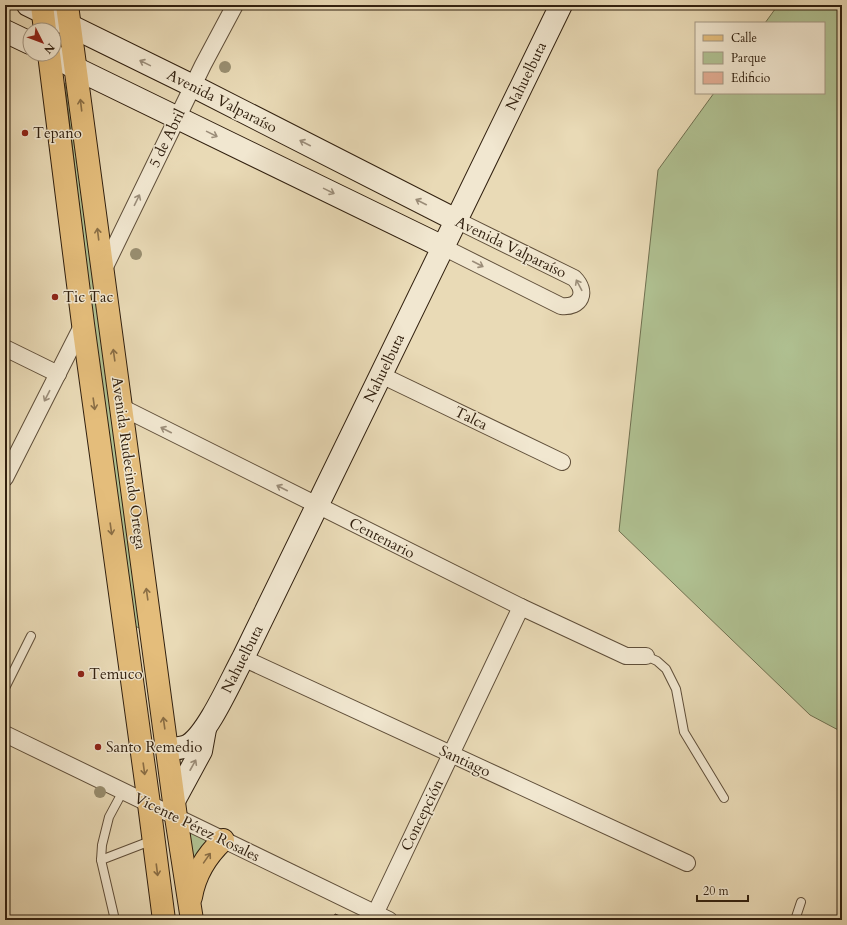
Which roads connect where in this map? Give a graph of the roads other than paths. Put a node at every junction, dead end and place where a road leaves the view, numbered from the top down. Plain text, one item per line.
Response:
1 (67, 5) edge
2 (235, 5) edge
3 (561, 5) edge
4 (39, 13) edge
5 (70, 27) junction
6 (5, 31) edge
7 (22, 39) edge
8 (62, 61) edge
9 (51, 62) edge
10 (75, 68) junction
11 (193, 86) junction
12 (177, 117) junction
13 (456, 220) junction
14 (443, 247) junction
15 (102, 273) junction
16 (83, 324) junction
17 (5, 348) edge
18 (58, 374) junction
19 (381, 375) junction
20 (121, 407) junction
21 (562, 462) dead end
22 (5, 478) edge
23 (317, 505) junction
24 (521, 608) junction
25 (31, 636) dead end
26 (646, 656) joint
27 (243, 658) junction
28 (5, 688) edge
29 (205, 729) junction
30 (5, 734) edge
31 (168, 748) junction
32 (451, 755) junction
33 (123, 791) junction
34 (724, 798) dead end
35 (149, 804) junction
36 (176, 808) junction
37 (154, 840) junction
38 (223, 840) junction
39 (101, 860) junction
40 (687, 863) dead end
41 (801, 902) dead end
42 (191, 913) edge
43 (382, 917) edge
44 (114, 920) edge
45 (164, 920) edge
46 (796, 920) edge

1 - 5 main road, Avenida Rudecindo Ortega
2 - 11 street, 5 de Abril
3 - 13 street, Nahuelbuta
4 - 5 street, Avenida Valparaíso
5 - 10 main road, Avenida Rudecindo Ortega
11 -> 5 street, Avenida Valparaíso
6 - 7 street
8 - 10 street, Avenida Valparaíso
9 - 16 main road, Avenida Rudecindo Ortega
10 - 12 street, Avenida Valparaíso
15 -> 10 main road, Avenida Rudecindo Ortega
11 - 12 street, 5 de Abril
13 -> 11 street, Avenida Valparaíso
12 -> 14 street, Avenida Valparaíso
15 -> 12 street, 5 de Abril
13 - 14 street, Nahuelbuta
14 -> 13 street, Avenida Valparaíso
14 - 19 street, Nahuelbuta
20 -> 15 main road, Avenida Rudecindo Ortega
16 - 18 street
16 -> 35 main road, Avenida Rudecindo Ortega
17 - 18 street
18 -> 22 street
19 - 21 street, Talca
19 - 23 street, Nahuelbuta
23 -> 20 street, Centenario
31 -> 20 main road, Avenida Rudecindo Ortega
23 - 24 street, Centenario
23 - 27 street, Nahuelbuta
24 - 26 street, Centenario
24 - 32 street, Concepción
25 - 28 lane
26 - 34 lane
27 - 29 street, Nahuelbuta
27 - 32 street, Santiago
29 - 31 street, Nahuelbuta
36 -> 29 street, Nahuelbuta
30 - 33 street, Vicente Pérez Rosales
31 - 36 main road, Avenida Rudecindo Ortega
32 - 40 street, Santiago
32 - 43 street, Concepción
33 - 35 street, Vicente Pérez Rosales
33 - 39 lane
35 - 36 street, Vicente Pérez Rosales
35 - 37 main road, Avenida Rudecindo Ortega
36 - 38 street, Vicente Pérez Rosales
36 - 42 main road, Avenida Rudecindo Ortega
37 - 39 lane
37 -> 45 main road, Avenida Rudecindo Ortega
42 -> 38 main road
38 - 43 street, Vicente Pérez Rosales
39 - 44 lane
41 - 46 lane

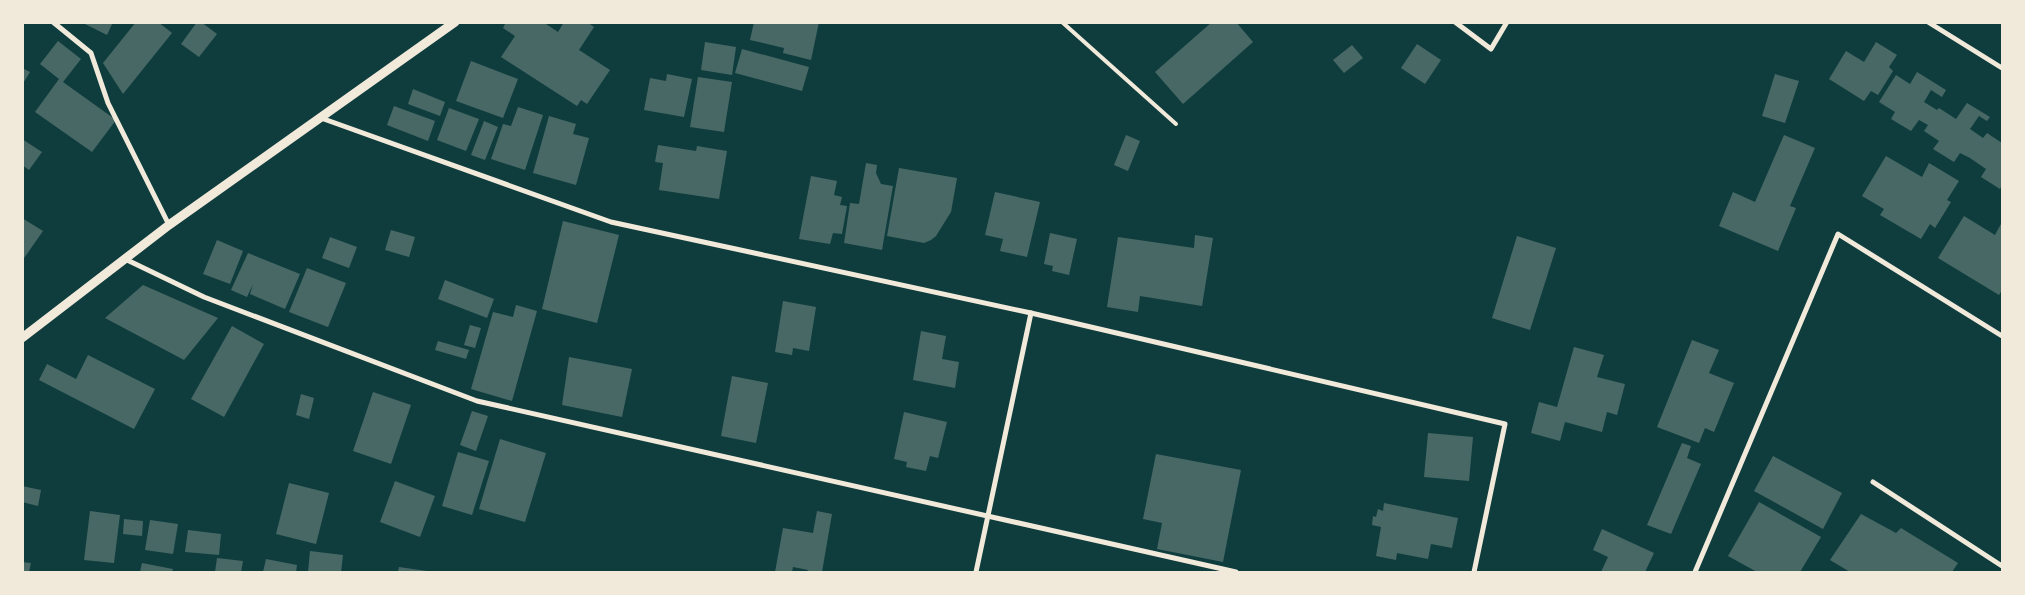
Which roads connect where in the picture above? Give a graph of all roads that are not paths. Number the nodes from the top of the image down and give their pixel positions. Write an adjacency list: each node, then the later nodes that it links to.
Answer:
1 (53, 22): 10 (street)
2 (455, 22): 8 (street)
3 (1062, 22): 9 (lane)
4 (1455, 22): 5 (street)
5 (1507, 22)
6 (1928, 22): 7 (street)
7 (2002, 68)
8 (320, 118): 10 (street); 12 (street)
9 (1176, 124)
10 (169, 225): 11 (street)
11 (125, 259): 14 (street); 16 (street)
12 (1031, 313): 16 (street); 20 (street)
13 (2002, 336): 21 (street)
14 (22, 338)
15 (1873, 482): 17 (street)
16 (988, 517): 18 (street); 19 (street)
17 (2002, 566)
18 (976, 572)
19 (1236, 572)
20 (1474, 572)
21 (1696, 572)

----------------

» **Exercise goal**: The records above are to be repeated exactly, with every picture removed from the copy.

» **Problem solution**:
Which roads connect where in this map? Give a graph of the roads other than paths. Put a node at every junction, dead end and place where a road leaves the view, numbered from the top down. Plain text, one item per line.
Response:
1 (67, 5) edge
2 (235, 5) edge
3 (561, 5) edge
4 (39, 13) edge
5 (70, 27) junction
6 (5, 31) edge
7 (22, 39) edge
8 (62, 61) edge
9 (51, 62) edge
10 (75, 68) junction
11 (193, 86) junction
12 (177, 117) junction
13 (456, 220) junction
14 (443, 247) junction
15 (102, 273) junction
16 (83, 324) junction
17 (5, 348) edge
18 (58, 374) junction
19 (381, 375) junction
20 (121, 407) junction
21 (562, 462) dead end
22 (5, 478) edge
23 (317, 505) junction
24 (521, 608) junction
25 (31, 636) dead end
26 (646, 656) joint
27 (243, 658) junction
28 (5, 688) edge
29 (205, 729) junction
30 (5, 734) edge
31 (168, 748) junction
32 (451, 755) junction
33 (123, 791) junction
34 (724, 798) dead end
35 (149, 804) junction
36 (176, 808) junction
37 (154, 840) junction
38 (223, 840) junction
39 (101, 860) junction
40 (687, 863) dead end
41 (801, 902) dead end
42 (191, 913) edge
43 (382, 917) edge
44 (114, 920) edge
45 (164, 920) edge
46 (796, 920) edge

1 - 5 main road, Avenida Rudecindo Ortega
2 - 11 street, 5 de Abril
3 - 13 street, Nahuelbuta
4 - 5 street, Avenida Valparaíso
5 - 10 main road, Avenida Rudecindo Ortega
11 -> 5 street, Avenida Valparaíso
6 - 7 street
8 - 10 street, Avenida Valparaíso
9 - 16 main road, Avenida Rudecindo Ortega
10 - 12 street, Avenida Valparaíso
15 -> 10 main road, Avenida Rudecindo Ortega
11 - 12 street, 5 de Abril
13 -> 11 street, Avenida Valparaíso
12 -> 14 street, Avenida Valparaíso
15 -> 12 street, 5 de Abril
13 - 14 street, Nahuelbuta
14 -> 13 street, Avenida Valparaíso
14 - 19 street, Nahuelbuta
20 -> 15 main road, Avenida Rudecindo Ortega
16 - 18 street
16 -> 35 main road, Avenida Rudecindo Ortega
17 - 18 street
18 -> 22 street
19 - 21 street, Talca
19 - 23 street, Nahuelbuta
23 -> 20 street, Centenario
31 -> 20 main road, Avenida Rudecindo Ortega
23 - 24 street, Centenario
23 - 27 street, Nahuelbuta
24 - 26 street, Centenario
24 - 32 street, Concepción
25 - 28 lane
26 - 34 lane
27 - 29 street, Nahuelbuta
27 - 32 street, Santiago
29 - 31 street, Nahuelbuta
36 -> 29 street, Nahuelbuta
30 - 33 street, Vicente Pérez Rosales
31 - 36 main road, Avenida Rudecindo Ortega
32 - 40 street, Santiago
32 - 43 street, Concepción
33 - 35 street, Vicente Pérez Rosales
33 - 39 lane
35 - 36 street, Vicente Pérez Rosales
35 - 37 main road, Avenida Rudecindo Ortega
36 - 38 street, Vicente Pérez Rosales
36 - 42 main road, Avenida Rudecindo Ortega
37 - 39 lane
37 -> 45 main road, Avenida Rudecindo Ortega
42 -> 38 main road
38 - 43 street, Vicente Pérez Rosales
39 - 44 lane
41 - 46 lane

Which roads connect where in the picture above? Give a graph of all roads that are not paths. Number the nodes from the top of the image down and give their pixel positions. Write an adjacency list: each node, then the later nodes that it links to.
Answer:
1 (53, 22): 10 (street)
2 (455, 22): 8 (street)
3 (1062, 22): 9 (lane)
4 (1455, 22): 5 (street)
5 (1507, 22)
6 (1928, 22): 7 (street)
7 (2002, 68)
8 (320, 118): 10 (street); 12 (street)
9 (1176, 124)
10 (169, 225): 11 (street)
11 (125, 259): 14 (street); 16 (street)
12 (1031, 313): 16 (street); 20 (street)
13 (2002, 336): 21 (street)
14 (22, 338)
15 (1873, 482): 17 (street)
16 (988, 517): 18 (street); 19 (street)
17 (2002, 566)
18 (976, 572)
19 (1236, 572)
20 (1474, 572)
21 (1696, 572)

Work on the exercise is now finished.